PROBLEM STATEMENT: Pull every "Entrée" line out of the data below.

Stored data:
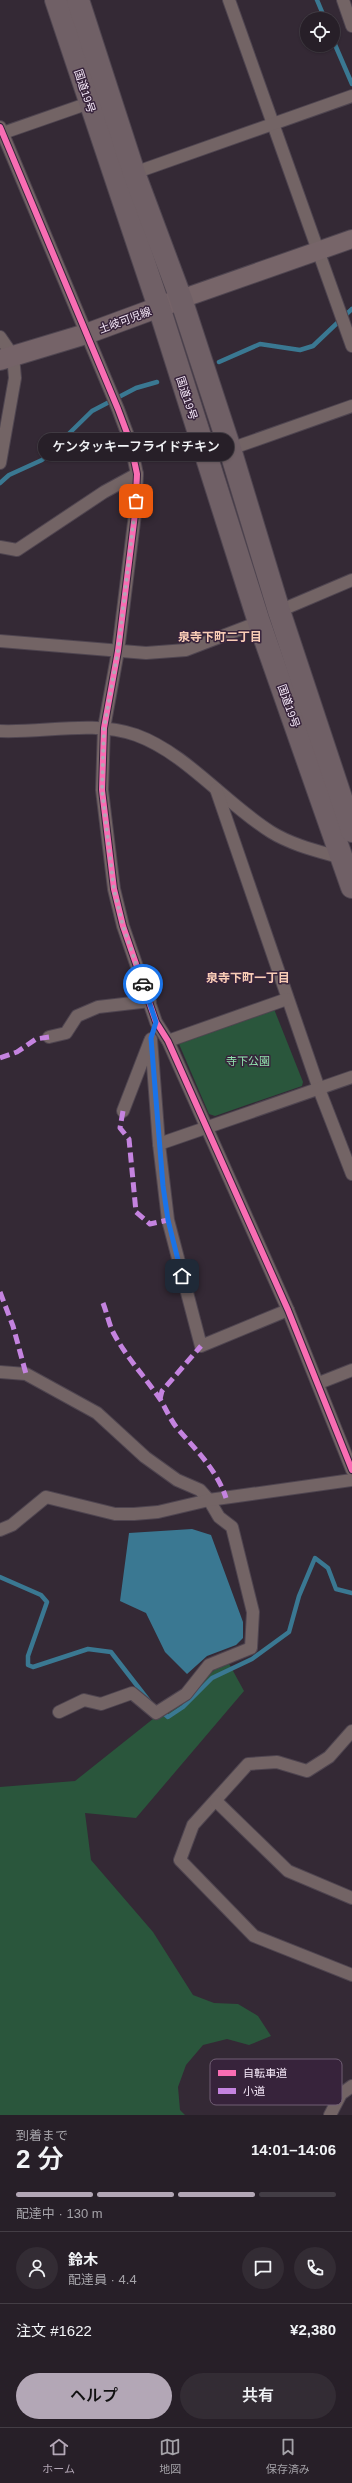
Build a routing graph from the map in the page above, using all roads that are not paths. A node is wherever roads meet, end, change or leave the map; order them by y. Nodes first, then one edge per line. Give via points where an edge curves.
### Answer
1 (56, 0) edge
2 (78, 0) edge
3 (229, 0) edge
4 (343, 0) edge
5 (352, 26) edge
6 (352, 96) edge
7 (89, 103) junction
8 (274, 123) junction
9 (1, 131) edge
10 (134, 173) junction
11 (352, 239) edge
12 (319, 250) junction
13 (181, 299) junction
14 (159, 307) junction
15 (86, 334) junction
16 (0, 337) edge
17 (352, 346) edge
18 (7, 358) edge
19 (352, 406) edge
20 (230, 449) junction
21 (0, 463) edge
22 (137, 474) junction
23 (0, 547) edge
24 (352, 580) edge
25 (278, 611) junction
26 (259, 622) junction
27 (0, 641) edge
28 (118, 651) junction
29 (104, 728) junction
30 (0, 731) edge
31 (216, 789) junction
32 (352, 831) edge
33 (347, 860) edge
34 (352, 887) edge
35 (287, 999) junction
36 (150, 1001) junction
37 (156, 1022) junction
38 (49, 1037) dead end
39 (151, 1038) junction
40 (168, 1041) junction
41 (352, 1077) edge
42 (319, 1090) junction
43 (123, 1111) dead end
44 (208, 1127) junction
45 (158, 1144) junction
46 (352, 1174) edge
47 (288, 1310) junction
48 (352, 1370) edge
49 (0, 1372) edge
50 (319, 1383) junction
51 (352, 1470) edge
52 (352, 1480) edge
53 (209, 1500) junction
54 (0, 1530) edge
55 (59, 1712) dead end
56 (352, 1731) edge
57 (216, 1801) junction
58 (352, 1898) edge
59 (352, 1976) edge
60 (352, 2086) edge
61 (342, 2093) edge
62 (335, 2105) edge
63 (330, 2115) edge

1 - 7 highway, 国道19号
2 - 10 highway, 国道19号
3 - 8 street
4 - 5 street
6 - 8 street
7 - 9 street
7 - 14 highway, 国道19号
8 - 10 street
8 - 12 street
9 - 15 street
10 - 13 highway, 国道19号
11 - 12 street
12 - 13 street
12 - 17 street
13 - 14 main road, 土岐可児線
13 - 20 highway, 国道19号
14 - 15 main road, 土岐可児線
14 - 26 highway, 国道19号
15 - 18 main road, 土岐可児線
15 - 22 street via 130,441
16 - 18 street
18 - 21 street via 15,378
19 - 20 street
20 - 25 highway, 国道19号
22 - 23 street via 104,492 17,550
22 - 28 street via 135,514
24 - 25 street
25 - 32 highway, 国道19号
26 - 28 street via 186,650 146,653
26 - 33 highway, 国道19号
27 - 28 street
28 - 29 street
29 - 30 street
29 - 31 street via 136,735 168,752
29 - 36 street via 102,790 114,890 123,926
31 - 33 street via 271,832 298,845
31 - 35 street
33 - 34 highway, 国道19号
35 - 40 street
35 - 42 street
36 - 37 street
36 - 38 street via 98,1007 77,1016 66,1033
37 - 39 street
37 - 40 street
39 - 43 street
39 - 45 street
40 - 44 street
41 - 42 street
42 - 44 street
42 - 46 street
44 - 45 street
44 - 47 street
45 - 47 street via 168,1220 201,1346
47 - 50 street
48 - 50 street
49 - 53 street via 26,1374 97,1413 145,1457 177,1480 200,1490
50 - 51 street
52 - 53 street
53 - 54 street via 158,1512 115,1514 46,1497 12,1525
53 - 55 street via 219,1517 232,1526 253,1612 251,1648 209,1665 186,1694 161,1711 132,1692 101,1704 84,1700
56 - 57 street via 329,1757 307,1771 277,1762 248,1764
57 - 58 street via 288,1871
57 - 59 street via 193,1826 180,1860 254,1936
60 - 61 street
62 - 63 street

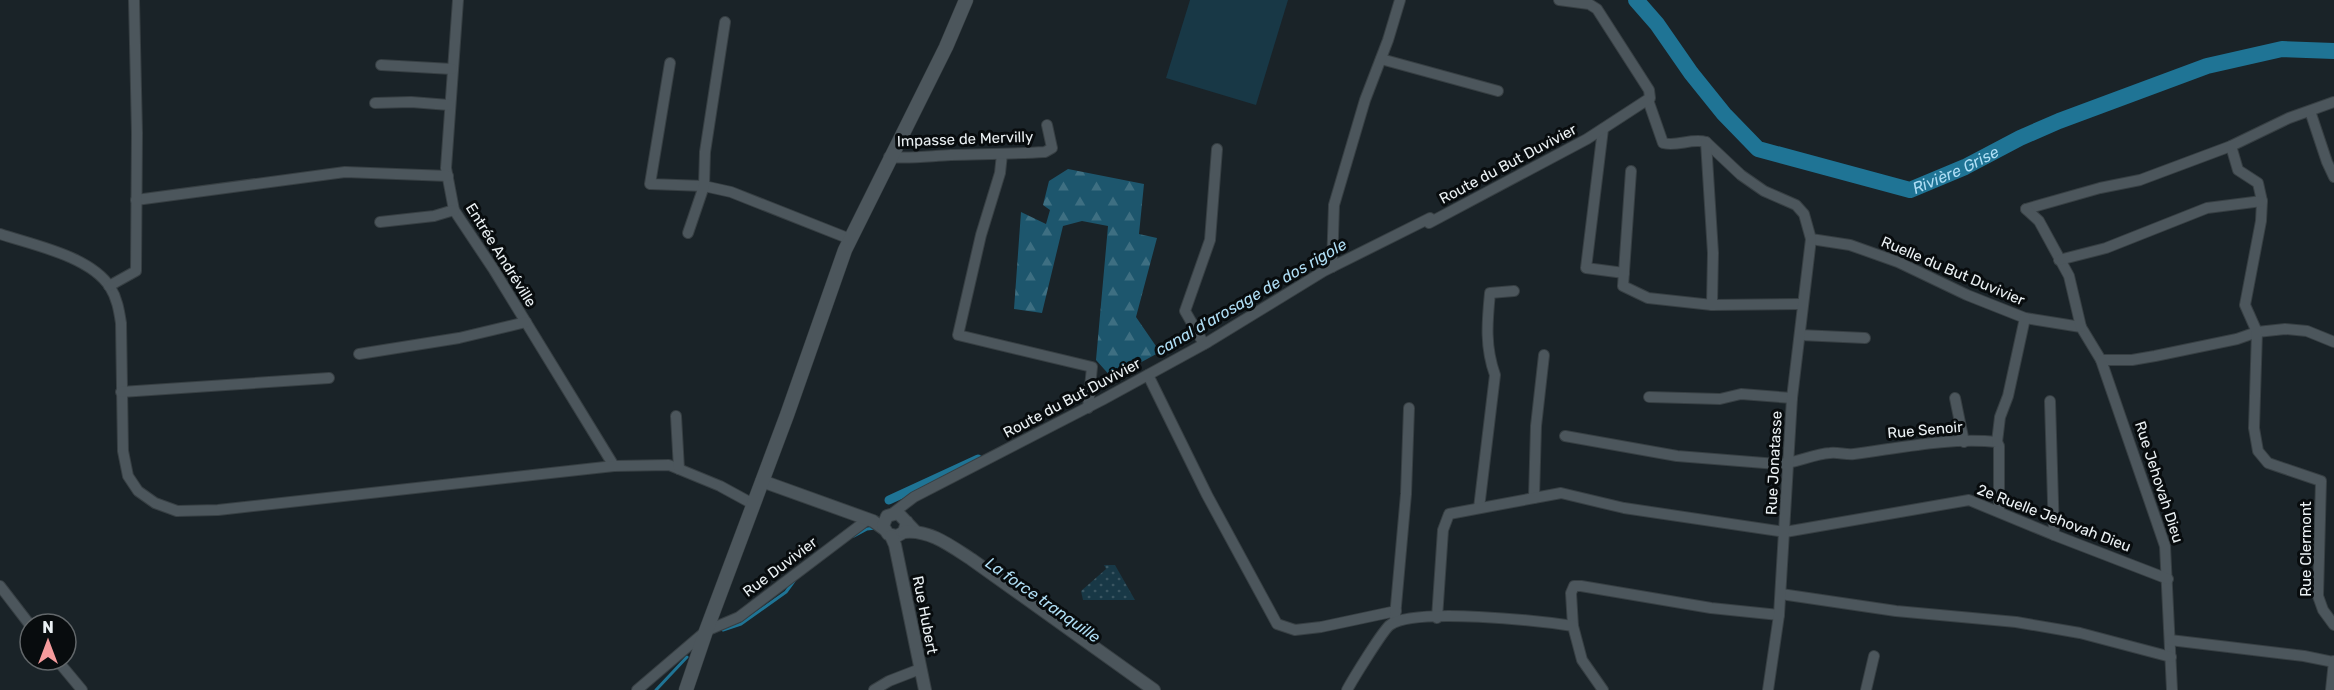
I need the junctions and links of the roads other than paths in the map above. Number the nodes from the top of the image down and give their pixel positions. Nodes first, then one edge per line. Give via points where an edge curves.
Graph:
1 (135, 0) edge
2 (458, 0) edge
3 (966, 0) edge
4 (1400, 0) edge
5 (1559, 0) edge
6 (725, 22) dead end
7 (1381, 59) junction
8 (670, 63) dead end
9 (381, 65) dead end
10 (452, 69) junction
11 (1498, 91) dead end
12 (1649, 95) junction
13 (2334, 102) edge
14 (375, 103) dead end
15 (449, 105) junction
16 (2310, 111) junction
17 (1047, 125) dead end
18 (1603, 129) junction
19 (1706, 142) junction
20 (2231, 146) junction
21 (1217, 149) dead end
22 (1002, 154) junction
23 (889, 157) junction
24 (1631, 171) dead end
25 (447, 176) junction
26 (2334, 177) edge
27 (704, 186) junction
28 (136, 200) junction
29 (2262, 201) junction
30 (454, 210) junction
31 (380, 222) dead end
32 (688, 233) dead end
33 (0, 234) edge
34 (850, 239) junction
35 (1811, 239) junction
36 (2059, 260) junction
37 (1332, 267) junction
38 (1624, 273) junction
39 (109, 285) junction
40 (1514, 291) dead end
41 (1803, 304) junction
42 (1712, 305) junction
43 (2025, 318) junction
44 (526, 322) junction
45 (2080, 327) junction
46 (2257, 332) junction
47 (1800, 335) junction
48 (1864, 338) dead end
49 (2334, 342) edge
50 (1203, 344) junction
51 (360, 354) dead end
52 (1544, 355) dead end
53 (2101, 360) junction
54 (1148, 375) junction
55 (328, 378) dead end
56 (121, 392) junction
57 (1649, 397) dead end
58 (1792, 398) junction
59 (1955, 398) dead end
60 (2050, 401) dead end
61 (1088, 408) junction
62 (1409, 408) dead end
63 (676, 416) dead end
64 (1565, 436) dead end
65 (1964, 442) junction
66 (1997, 442) junction
67 (1787, 464) junction
68 (614, 466) junction
69 (679, 469) junction
70 (762, 481) junction
71 (1534, 498) junction
72 (753, 504) junction
73 (1479, 508) junction
74 (1999, 511) junction
75 (870, 521) junction
76 (898, 528) junction
77 (1785, 532) junction
78 (2054, 535) junction
79 (2168, 579) junction
80 (0, 586) edge
81 (1781, 594) junction
82 (1396, 611) junction
83 (20, 612) edge
84 (1779, 615) junction
85 (1437, 618) junction
86 (1394, 623) junction
87 (2334, 626) edge
88 (1573, 627) junction
89 (706, 631) junction
90 (2170, 640) junction
91 (1874, 657) dead end
92 (2171, 657) junction
93 (2334, 661) edge
94 (920, 669) junction
95 (67, 672) edge
96 (648, 681) junction
97 (82, 690) edge
98 (628, 690) edge
99 (637, 690) edge
100 (686, 690) edge
101 (874, 690) edge
102 (925, 690) edge
103 (1154, 690) edge
104 (1347, 690) edge
105 (1604, 690) edge
106 (1768, 690) edge
107 (1866, 690) edge
108 (2172, 690) edge
109 (2331, 690) edge

1 - 28 street
2 - 10 street, Entrée Andréville
3 - 23 main road
4 - 7 street
5 - 12 street via 1590,4 1597,9
6 - 27 street via 705,152
7 - 11 street
7 - 37 street via 1334,205
8 - 27 street via 650,184
9 - 10 street
10 - 15 street, Entrée Andréville
12 - 18 street, Route du But Duvivier
12 - 19 street via 1663,143
13 - 16 street
14 - 15 street
15 - 25 street, Entrée Andréville
16 - 20 street
16 - 26 street
17 - 22 street, Impasse de Mervilly via 1052,148 1045,152
18 - 37 street, Route du But Duvivier via 1430,223 1430,218
18 - 38 street via 1586,267
19 - 35 street via 1764,191 1797,205 1804,214
19 - 42 street
20 - 29 street via 2238,170 2258,183
20 - 36 street via 2140,180 2026,209 2039,221
21 - 50 street via 1210,240 1185,311
22 - 23 street, Impasse de Mervilly
22 - 61 street via 958,335 1092,367
23 - 34 main road
24 - 38 street
25 - 28 street via 345,172
25 - 30 street, Entrée Andréville
27 - 32 street
27 - 34 street via 731,192
28 - 39 street via 136,271
29 - 36 street via 2207,208 2106,248
29 - 46 street via 2245,305
30 - 31 street
30 - 44 street, Entrée Andréville
33 - 39 street via 71,258
34 - 70 main road
35 - 41 street, Rue Jonatasse
35 - 43 street, Ruelle du But Duvivier via 1850,245 1898,262
36 - 45 street via 2069,276
37 - 50 street, Route du But Duvivier
38 - 42 street via 1623,286 1648,298
39 - 56 street via 118,303 121,323
40 - 73 street via 1490,293 1486,332 1495,375
41 - 42 street
41 - 47 street, Rue Jonatasse
43 - 45 street, Ruelle du But Duvivier
43 - 66 street
44 - 51 street via 459,338
44 - 68 street, Entrée Andréville
45 - 53 street
46 - 49 street via 2307,331
46 - 53 street via 2156,356
46 - 87 street, Rue Clermont via 2254,428 2258,451 2268,463 2320,481 2318,597
47 - 48 street
47 - 58 street, Rue Jonatasse
50 - 54 street, Route du But Duvivier
52 - 71 street via 1536,426
53 - 79 street, Rue Jehovah Dieu via 2165,546
54 - 61 street, Route du But Duvivier
54 - 82 street via 1277,624 1295,630
55 - 56 street
56 - 68 street via 128,476 138,491 177,511 218,510
57 - 58 street via 1720,399 1741,394
58 - 67 street, Rue Jonatasse
59 - 65 street
60 - 78 street
61 - 76 street, Route du But Duvivier via 914,497
62 - 82 street
63 - 69 street
64 - 67 street via 1677,456
65 - 66 street, Rue Senoir
65 - 67 street, Rue Senoir via 1851,455 1831,453
66 - 74 street
67 - 77 street, Rue Jonatasse
68 - 69 street via 669,465
69 - 72 street
70 - 72 main road
70 - 75 street
71 - 73 street, 2e Ruelle Jehovah Dieu
71 - 77 street, 2e Ruelle Jehovah Dieu via 1561,493 1624,508
72 - 89 main road
73 - 85 street, 2e Ruelle Jehovah Dieu via 1449,514 1443,530
74 - 77 street, 2e Ruelle Jehovah Dieu via 1977,501 1958,500
74 - 78 street, 2e Ruelle Jehovah Dieu
75 - 76 street
75 - 76 street
75 - 89 street, Rue Duvivier via 739,617
76 - 94 street, Rue Hubert
76 - 103 street via 944,542 971,559
77 - 81 street, Rue Jonatasse
78 - 79 street, 2e Ruelle Jehovah Dieu
79 - 90 street, Rue Jehovah Dieu
80 - 83 street
81 - 84 street, Rue Jonatasse
81 - 92 street via 1896,611 2016,622 2080,633
82 - 86 street
84 - 88 street via 1574,586 1570,593
84 - 106 street, Rue Jonatasse
85 - 86 street via 1411,618
85 - 88 street via 1476,616
86 - 104 street
88 - 105 street via 1582,660
89 - 96 street, Rue Duvivier
89 - 100 main road
90 - 92 street, Rue Jehovah Dieu
90 - 93 street
91 - 107 street
92 - 108 street, Rue Jehovah Dieu
93 - 109 street
94 - 101 street
94 - 102 street, Rue Hubert
95 - 97 street
96 - 98 street
96 - 99 street, Rue Duvivier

RESULT OF THIS TASK:
2 - 10 street, Entrée Andréville
10 - 15 street, Entrée Andréville
15 - 25 street, Entrée Andréville
25 - 30 street, Entrée Andréville
30 - 44 street, Entrée Andréville
44 - 68 street, Entrée Andréville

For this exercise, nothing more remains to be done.